TRY IT
From the records below, copy the lines that include "Комсомольская".

RECORDS TO PROCESS
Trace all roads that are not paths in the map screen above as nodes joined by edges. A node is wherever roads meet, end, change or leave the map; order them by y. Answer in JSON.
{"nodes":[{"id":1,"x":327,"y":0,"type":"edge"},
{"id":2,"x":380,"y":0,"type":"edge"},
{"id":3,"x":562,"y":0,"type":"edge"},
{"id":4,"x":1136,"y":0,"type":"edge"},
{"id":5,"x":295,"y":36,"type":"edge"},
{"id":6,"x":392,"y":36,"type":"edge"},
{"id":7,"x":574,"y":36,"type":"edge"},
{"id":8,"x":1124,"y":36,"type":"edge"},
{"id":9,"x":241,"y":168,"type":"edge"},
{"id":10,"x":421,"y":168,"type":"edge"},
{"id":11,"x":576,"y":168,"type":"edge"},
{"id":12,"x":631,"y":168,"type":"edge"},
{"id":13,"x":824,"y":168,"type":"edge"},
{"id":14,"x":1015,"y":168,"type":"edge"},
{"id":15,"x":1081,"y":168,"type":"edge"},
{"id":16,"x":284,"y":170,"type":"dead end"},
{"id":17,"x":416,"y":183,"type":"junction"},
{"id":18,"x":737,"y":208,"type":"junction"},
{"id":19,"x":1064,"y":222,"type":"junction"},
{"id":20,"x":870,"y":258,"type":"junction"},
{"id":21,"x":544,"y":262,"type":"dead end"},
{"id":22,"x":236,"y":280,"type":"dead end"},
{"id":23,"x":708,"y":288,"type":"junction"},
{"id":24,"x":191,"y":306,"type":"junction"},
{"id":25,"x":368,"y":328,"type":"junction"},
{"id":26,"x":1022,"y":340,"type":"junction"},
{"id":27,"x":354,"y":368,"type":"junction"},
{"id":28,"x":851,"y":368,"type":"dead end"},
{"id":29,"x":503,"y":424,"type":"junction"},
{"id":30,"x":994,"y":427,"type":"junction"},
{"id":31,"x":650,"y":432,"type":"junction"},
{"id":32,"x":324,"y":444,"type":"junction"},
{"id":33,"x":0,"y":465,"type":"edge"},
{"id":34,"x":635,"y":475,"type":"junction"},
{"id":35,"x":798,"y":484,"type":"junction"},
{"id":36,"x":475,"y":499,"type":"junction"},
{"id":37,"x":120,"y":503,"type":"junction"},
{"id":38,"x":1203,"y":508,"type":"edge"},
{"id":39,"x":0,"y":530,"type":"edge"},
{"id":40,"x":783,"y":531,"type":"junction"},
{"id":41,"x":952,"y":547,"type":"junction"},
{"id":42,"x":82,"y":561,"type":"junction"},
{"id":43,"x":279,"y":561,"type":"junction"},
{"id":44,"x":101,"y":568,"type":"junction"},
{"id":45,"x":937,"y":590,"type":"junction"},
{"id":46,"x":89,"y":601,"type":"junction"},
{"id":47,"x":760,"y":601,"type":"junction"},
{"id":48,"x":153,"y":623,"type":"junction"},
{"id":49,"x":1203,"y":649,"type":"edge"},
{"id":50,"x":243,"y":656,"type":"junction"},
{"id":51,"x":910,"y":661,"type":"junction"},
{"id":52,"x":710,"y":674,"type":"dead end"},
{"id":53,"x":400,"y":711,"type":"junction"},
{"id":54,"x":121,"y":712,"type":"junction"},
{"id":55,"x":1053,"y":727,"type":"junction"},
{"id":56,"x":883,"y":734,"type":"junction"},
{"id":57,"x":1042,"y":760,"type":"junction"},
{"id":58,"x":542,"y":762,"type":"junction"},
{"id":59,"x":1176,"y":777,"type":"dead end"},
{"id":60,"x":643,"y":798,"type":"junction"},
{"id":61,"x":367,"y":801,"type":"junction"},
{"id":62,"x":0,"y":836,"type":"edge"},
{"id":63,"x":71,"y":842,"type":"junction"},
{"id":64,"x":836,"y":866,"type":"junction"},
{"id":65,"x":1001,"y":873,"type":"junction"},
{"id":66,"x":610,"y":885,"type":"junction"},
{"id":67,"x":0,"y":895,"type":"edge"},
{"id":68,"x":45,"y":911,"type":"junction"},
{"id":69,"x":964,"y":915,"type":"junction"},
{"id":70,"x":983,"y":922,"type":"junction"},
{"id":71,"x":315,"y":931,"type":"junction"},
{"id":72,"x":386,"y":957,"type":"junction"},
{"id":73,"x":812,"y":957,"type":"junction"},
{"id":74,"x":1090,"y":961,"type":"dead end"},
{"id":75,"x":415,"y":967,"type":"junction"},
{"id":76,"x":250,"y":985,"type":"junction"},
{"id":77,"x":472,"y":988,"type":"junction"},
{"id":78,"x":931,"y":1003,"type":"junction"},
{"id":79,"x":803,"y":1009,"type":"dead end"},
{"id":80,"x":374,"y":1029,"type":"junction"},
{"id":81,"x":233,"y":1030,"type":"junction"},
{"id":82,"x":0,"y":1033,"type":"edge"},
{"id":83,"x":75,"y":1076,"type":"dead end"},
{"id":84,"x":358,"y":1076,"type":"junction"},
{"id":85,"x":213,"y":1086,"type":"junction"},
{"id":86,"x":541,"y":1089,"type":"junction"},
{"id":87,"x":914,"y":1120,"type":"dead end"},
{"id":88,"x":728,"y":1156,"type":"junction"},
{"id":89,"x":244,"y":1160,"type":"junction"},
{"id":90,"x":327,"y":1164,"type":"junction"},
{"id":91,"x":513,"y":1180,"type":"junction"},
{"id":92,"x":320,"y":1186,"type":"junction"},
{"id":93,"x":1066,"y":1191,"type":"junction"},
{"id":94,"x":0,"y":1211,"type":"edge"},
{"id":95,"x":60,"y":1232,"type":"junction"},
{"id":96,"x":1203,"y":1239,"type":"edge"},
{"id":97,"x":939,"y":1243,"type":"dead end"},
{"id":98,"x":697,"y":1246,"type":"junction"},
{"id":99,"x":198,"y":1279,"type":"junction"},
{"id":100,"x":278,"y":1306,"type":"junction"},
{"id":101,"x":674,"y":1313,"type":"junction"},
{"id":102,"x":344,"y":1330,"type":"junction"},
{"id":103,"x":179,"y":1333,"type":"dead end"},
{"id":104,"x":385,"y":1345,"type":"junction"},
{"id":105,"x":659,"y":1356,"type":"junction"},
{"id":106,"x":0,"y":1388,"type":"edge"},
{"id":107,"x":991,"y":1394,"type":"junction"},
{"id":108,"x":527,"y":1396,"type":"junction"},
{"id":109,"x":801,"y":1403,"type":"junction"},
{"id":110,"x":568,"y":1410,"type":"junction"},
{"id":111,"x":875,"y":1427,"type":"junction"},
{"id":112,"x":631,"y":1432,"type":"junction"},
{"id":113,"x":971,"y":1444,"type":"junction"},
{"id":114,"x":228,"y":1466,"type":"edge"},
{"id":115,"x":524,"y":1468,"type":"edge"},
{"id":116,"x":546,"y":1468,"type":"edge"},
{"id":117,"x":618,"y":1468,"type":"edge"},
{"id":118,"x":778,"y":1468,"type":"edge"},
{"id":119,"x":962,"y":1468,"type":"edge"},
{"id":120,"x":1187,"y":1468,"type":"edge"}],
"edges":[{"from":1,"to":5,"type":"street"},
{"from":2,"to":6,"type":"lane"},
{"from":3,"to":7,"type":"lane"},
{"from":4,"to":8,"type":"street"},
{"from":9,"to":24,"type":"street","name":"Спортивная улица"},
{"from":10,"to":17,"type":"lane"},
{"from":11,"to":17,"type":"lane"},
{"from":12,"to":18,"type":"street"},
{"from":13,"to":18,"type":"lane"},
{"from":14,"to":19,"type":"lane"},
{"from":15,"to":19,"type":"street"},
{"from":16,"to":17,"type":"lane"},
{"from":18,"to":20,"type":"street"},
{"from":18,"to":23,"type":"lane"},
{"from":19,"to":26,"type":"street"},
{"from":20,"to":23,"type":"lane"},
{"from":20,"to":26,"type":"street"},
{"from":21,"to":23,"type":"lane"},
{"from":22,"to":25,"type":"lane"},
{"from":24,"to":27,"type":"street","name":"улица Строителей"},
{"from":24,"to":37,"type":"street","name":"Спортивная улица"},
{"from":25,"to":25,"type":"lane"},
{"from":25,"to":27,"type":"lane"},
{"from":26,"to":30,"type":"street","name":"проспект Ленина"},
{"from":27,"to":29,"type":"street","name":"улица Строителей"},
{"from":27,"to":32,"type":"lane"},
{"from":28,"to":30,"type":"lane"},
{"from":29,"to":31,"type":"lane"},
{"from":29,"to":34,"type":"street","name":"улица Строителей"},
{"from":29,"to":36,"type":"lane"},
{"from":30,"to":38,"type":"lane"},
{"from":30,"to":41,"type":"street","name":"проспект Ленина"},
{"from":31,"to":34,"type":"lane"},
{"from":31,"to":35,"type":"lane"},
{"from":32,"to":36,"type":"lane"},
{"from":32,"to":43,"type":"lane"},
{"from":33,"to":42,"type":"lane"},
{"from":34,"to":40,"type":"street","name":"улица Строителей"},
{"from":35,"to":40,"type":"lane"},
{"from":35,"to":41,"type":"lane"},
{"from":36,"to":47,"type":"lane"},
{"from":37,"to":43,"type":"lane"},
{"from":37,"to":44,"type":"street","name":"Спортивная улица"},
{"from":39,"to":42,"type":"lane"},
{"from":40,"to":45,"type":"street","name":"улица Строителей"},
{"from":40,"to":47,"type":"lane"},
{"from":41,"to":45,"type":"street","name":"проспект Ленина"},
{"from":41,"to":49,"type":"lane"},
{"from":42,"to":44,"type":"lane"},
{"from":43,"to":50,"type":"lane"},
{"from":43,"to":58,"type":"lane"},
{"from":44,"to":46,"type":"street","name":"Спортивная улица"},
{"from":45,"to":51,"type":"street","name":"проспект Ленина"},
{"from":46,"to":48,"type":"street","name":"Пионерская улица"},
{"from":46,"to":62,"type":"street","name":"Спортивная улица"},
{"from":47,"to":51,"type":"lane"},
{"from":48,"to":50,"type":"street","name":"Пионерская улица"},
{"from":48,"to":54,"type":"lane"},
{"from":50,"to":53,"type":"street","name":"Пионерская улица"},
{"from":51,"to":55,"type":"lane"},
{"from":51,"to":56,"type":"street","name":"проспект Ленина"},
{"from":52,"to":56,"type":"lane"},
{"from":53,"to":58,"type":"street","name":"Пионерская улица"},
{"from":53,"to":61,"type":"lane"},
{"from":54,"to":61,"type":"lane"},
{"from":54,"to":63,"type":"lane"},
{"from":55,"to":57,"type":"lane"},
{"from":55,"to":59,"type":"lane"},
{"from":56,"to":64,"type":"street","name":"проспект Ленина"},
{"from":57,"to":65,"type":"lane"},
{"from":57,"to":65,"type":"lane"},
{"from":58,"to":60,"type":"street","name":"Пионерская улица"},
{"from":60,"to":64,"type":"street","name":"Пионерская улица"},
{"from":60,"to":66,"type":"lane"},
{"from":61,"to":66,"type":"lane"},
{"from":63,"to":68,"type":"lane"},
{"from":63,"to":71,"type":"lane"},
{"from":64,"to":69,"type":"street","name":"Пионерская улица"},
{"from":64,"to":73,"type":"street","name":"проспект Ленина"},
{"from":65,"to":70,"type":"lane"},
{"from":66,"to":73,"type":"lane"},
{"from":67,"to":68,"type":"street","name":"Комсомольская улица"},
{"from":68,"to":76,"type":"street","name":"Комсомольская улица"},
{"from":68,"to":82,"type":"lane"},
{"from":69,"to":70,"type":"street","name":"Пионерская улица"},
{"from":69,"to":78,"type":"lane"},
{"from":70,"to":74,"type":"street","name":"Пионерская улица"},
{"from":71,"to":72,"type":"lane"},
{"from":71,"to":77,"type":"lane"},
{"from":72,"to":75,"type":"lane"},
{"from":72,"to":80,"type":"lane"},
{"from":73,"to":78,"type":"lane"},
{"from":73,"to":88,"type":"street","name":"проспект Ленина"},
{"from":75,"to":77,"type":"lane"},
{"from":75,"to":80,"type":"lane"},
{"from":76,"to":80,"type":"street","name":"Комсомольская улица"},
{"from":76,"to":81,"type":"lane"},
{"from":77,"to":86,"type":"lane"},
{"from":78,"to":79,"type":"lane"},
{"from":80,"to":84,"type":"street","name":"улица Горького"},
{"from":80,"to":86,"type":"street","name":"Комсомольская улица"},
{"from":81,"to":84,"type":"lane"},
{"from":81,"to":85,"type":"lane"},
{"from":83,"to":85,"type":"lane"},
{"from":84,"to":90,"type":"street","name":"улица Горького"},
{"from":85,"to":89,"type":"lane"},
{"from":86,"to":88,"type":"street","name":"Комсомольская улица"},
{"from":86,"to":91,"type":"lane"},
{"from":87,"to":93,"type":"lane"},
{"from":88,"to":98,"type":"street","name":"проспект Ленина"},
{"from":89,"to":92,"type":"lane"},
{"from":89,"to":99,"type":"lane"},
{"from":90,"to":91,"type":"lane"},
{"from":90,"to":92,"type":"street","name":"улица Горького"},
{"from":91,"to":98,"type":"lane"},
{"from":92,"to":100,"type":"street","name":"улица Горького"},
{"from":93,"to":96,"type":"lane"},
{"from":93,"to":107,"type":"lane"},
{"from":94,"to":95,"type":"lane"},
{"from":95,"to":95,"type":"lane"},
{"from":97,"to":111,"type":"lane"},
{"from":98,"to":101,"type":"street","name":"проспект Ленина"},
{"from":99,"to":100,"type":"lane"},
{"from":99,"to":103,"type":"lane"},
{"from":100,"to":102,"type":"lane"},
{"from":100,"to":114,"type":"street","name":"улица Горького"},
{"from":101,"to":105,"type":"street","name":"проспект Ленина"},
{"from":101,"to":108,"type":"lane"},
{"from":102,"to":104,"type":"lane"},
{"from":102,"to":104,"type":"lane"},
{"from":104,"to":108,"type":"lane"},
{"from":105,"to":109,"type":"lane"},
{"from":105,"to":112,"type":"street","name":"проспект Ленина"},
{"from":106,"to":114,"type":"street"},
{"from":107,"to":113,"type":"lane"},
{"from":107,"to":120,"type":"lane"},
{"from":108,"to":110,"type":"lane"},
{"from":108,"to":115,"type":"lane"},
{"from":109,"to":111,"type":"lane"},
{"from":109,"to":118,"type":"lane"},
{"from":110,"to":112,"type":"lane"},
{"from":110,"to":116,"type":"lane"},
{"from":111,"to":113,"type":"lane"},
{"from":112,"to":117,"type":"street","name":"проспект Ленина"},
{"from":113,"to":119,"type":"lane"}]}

ANSWER TO THIS PROBLEM
{"from":67,"to":68,"type":"street","name":"Комсомольская улица"},
{"from":68,"to":76,"type":"street","name":"Комсомольская улица"},
{"from":76,"to":80,"type":"street","name":"Комсомольская улица"},
{"from":80,"to":86,"type":"street","name":"Комсомольская улица"},
{"from":86,"to":88,"type":"street","name":"Комсомольская улица"},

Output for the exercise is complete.